[Stored items]

>>>

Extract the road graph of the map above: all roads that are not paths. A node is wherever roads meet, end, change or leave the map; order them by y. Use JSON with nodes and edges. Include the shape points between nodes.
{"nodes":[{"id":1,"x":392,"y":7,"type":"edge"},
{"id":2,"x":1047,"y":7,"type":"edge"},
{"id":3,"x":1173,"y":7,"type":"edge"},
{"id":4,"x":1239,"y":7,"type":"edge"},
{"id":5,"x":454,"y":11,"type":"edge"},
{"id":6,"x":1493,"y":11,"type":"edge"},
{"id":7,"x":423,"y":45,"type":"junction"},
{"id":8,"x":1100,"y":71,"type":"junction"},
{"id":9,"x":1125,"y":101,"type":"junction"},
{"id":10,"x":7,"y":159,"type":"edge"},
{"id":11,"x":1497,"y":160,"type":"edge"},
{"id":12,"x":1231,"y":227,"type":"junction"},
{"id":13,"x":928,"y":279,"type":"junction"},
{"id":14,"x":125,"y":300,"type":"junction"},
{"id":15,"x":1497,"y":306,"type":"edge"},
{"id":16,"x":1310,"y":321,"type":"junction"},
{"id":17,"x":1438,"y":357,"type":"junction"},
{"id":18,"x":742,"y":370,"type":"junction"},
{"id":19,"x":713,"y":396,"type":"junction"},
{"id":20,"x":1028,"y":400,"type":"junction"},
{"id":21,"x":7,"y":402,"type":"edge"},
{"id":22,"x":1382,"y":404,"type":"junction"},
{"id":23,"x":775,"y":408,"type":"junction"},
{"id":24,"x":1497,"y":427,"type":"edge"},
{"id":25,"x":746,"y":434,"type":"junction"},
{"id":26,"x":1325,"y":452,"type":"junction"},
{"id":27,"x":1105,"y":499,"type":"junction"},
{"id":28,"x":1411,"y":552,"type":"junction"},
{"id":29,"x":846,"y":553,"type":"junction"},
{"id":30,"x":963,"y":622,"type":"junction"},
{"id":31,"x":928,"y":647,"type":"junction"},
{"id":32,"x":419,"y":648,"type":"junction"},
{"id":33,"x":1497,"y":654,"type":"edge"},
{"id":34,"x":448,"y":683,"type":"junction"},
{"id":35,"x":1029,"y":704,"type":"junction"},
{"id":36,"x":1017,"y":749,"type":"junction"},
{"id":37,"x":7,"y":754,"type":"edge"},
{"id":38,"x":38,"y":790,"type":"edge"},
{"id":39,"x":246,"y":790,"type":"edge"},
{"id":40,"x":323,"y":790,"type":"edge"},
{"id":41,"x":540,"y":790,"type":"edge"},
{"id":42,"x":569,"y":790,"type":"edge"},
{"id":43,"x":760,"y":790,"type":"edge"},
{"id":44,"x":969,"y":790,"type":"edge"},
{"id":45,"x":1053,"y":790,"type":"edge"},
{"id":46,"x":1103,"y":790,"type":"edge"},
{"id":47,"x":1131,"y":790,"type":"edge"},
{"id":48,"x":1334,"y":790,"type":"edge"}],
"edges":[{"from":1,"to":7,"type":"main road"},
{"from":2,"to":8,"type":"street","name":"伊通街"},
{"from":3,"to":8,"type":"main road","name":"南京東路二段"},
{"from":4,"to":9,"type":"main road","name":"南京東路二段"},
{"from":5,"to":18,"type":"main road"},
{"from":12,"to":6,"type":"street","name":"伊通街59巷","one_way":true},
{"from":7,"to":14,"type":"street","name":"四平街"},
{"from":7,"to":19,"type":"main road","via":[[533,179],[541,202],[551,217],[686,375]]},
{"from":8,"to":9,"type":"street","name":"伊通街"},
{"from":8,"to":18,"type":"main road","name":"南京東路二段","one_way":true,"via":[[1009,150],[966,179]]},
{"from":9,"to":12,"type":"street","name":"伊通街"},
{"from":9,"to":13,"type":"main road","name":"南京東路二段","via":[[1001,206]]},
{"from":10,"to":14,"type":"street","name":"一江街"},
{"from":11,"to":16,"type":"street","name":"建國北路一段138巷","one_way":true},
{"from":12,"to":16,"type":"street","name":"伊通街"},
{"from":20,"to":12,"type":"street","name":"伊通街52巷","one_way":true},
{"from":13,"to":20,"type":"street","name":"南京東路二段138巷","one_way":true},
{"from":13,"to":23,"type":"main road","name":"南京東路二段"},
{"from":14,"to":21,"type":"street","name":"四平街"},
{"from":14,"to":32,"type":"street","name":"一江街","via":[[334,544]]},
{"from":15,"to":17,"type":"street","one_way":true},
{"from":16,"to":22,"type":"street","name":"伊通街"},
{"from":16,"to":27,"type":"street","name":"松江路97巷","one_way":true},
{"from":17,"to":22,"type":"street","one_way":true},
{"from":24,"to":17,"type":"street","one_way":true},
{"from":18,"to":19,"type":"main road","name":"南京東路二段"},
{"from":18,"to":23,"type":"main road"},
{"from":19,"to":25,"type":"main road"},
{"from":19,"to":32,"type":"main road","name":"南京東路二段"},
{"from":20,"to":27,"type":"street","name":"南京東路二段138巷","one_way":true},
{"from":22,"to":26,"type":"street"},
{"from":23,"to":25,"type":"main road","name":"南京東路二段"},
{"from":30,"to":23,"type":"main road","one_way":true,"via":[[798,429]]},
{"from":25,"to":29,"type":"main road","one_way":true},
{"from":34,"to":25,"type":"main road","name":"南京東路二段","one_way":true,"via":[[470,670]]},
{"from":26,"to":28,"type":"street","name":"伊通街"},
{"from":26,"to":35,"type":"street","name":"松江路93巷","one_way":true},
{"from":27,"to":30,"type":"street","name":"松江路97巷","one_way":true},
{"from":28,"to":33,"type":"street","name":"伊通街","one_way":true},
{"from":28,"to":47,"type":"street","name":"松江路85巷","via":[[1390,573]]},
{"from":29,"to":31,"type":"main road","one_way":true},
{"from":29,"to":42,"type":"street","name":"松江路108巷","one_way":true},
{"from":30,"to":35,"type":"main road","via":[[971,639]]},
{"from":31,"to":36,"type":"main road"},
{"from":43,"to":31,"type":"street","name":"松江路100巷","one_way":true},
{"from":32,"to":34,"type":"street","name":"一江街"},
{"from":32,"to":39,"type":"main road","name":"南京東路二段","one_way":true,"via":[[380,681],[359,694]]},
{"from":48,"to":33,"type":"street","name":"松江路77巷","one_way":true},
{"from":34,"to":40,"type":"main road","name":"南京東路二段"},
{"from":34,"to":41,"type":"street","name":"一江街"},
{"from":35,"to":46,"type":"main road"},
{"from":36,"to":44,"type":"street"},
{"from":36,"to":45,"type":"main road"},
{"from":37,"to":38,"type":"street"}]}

<<<

Please go through the data and copy each line containing the word "edges".

EXERCISE ANSWER
Extract the road graph of the map above: all roads that are not paths. A node is wherever roads meet, end, change or leave the map; order them by y. Use JSON with nodes and edges. Include the shape points between nodes.
"edges":[{"from":1,"to":7,"type":"main road"},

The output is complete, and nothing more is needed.